Work task — From the entries below, copy every line where the string "François" appears.

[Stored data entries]
-.-.-
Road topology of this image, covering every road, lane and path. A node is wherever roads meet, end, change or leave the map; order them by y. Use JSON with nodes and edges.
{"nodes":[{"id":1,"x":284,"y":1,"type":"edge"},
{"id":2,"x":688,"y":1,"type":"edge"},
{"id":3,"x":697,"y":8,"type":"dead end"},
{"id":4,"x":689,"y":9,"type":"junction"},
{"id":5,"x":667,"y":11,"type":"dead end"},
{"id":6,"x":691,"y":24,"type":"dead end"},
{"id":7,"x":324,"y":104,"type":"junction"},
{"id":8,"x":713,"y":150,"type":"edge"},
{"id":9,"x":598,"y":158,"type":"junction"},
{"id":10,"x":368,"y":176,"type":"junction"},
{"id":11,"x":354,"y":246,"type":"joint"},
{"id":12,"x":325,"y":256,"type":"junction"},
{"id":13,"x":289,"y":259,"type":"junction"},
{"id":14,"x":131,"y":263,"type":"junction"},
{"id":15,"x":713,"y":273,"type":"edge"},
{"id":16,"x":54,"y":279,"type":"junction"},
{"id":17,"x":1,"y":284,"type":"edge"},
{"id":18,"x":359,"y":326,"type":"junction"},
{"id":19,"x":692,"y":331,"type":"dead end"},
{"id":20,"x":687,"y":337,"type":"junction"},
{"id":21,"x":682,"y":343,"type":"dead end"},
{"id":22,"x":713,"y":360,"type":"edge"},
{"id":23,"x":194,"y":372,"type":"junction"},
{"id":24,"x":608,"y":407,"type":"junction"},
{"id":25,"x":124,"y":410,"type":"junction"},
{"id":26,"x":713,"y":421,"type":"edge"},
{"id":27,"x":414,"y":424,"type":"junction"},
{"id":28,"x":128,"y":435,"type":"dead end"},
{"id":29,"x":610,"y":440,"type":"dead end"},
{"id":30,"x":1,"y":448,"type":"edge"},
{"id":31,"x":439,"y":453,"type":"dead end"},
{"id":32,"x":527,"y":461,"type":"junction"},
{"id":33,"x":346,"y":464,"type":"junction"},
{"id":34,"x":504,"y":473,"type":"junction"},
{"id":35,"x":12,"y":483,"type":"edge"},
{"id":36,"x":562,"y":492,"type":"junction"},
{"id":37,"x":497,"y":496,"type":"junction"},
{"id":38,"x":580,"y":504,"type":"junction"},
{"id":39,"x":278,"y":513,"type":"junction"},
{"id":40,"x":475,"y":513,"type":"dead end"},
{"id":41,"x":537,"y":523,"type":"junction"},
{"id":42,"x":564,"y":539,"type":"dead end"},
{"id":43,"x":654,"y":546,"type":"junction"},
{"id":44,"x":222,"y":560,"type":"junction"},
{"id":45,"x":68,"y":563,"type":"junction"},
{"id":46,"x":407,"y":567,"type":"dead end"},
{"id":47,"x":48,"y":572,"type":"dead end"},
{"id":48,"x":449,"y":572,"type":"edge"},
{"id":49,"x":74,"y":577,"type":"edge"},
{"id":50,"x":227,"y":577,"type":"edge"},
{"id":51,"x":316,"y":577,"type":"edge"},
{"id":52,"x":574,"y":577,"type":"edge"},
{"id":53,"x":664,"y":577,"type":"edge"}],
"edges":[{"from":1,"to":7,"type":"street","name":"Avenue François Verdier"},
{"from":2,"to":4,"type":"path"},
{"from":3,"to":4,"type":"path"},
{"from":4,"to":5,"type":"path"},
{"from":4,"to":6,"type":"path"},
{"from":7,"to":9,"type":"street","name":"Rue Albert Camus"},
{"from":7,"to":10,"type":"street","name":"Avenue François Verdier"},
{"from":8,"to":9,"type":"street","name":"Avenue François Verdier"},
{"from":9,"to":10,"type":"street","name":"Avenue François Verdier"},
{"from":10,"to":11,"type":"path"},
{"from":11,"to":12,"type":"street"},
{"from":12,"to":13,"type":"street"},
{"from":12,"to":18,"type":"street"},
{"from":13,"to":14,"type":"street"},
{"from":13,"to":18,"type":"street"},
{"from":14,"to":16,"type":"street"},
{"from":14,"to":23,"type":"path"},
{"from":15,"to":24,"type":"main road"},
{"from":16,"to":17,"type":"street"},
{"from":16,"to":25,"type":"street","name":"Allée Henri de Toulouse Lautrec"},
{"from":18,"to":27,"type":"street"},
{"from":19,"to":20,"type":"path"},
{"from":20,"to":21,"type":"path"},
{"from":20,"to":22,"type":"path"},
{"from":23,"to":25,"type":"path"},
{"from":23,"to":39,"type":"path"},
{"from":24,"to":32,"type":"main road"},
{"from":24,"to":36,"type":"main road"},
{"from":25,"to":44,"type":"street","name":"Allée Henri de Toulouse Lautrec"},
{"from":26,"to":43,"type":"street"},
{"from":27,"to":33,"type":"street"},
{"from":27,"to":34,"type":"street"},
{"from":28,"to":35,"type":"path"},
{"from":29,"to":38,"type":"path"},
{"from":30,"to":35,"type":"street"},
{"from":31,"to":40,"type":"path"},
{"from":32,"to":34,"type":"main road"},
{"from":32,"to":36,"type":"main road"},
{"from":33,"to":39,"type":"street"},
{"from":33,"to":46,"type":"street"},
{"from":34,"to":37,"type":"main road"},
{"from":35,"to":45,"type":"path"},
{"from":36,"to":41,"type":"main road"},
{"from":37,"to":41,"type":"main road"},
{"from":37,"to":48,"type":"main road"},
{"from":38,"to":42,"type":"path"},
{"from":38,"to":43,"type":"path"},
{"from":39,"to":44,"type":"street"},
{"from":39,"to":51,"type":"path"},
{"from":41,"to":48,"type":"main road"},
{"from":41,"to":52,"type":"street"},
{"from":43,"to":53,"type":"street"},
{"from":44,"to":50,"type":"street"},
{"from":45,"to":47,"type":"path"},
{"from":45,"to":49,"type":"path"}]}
-.-.-
Written answer —
"edges":[{"from":1,"to":7,"type":"street","name":"Avenue François Verdier"},
{"from":7,"to":10,"type":"street","name":"Avenue François Verdier"},
{"from":8,"to":9,"type":"street","name":"Avenue François Verdier"},
{"from":9,"to":10,"type":"street","name":"Avenue François Verdier"},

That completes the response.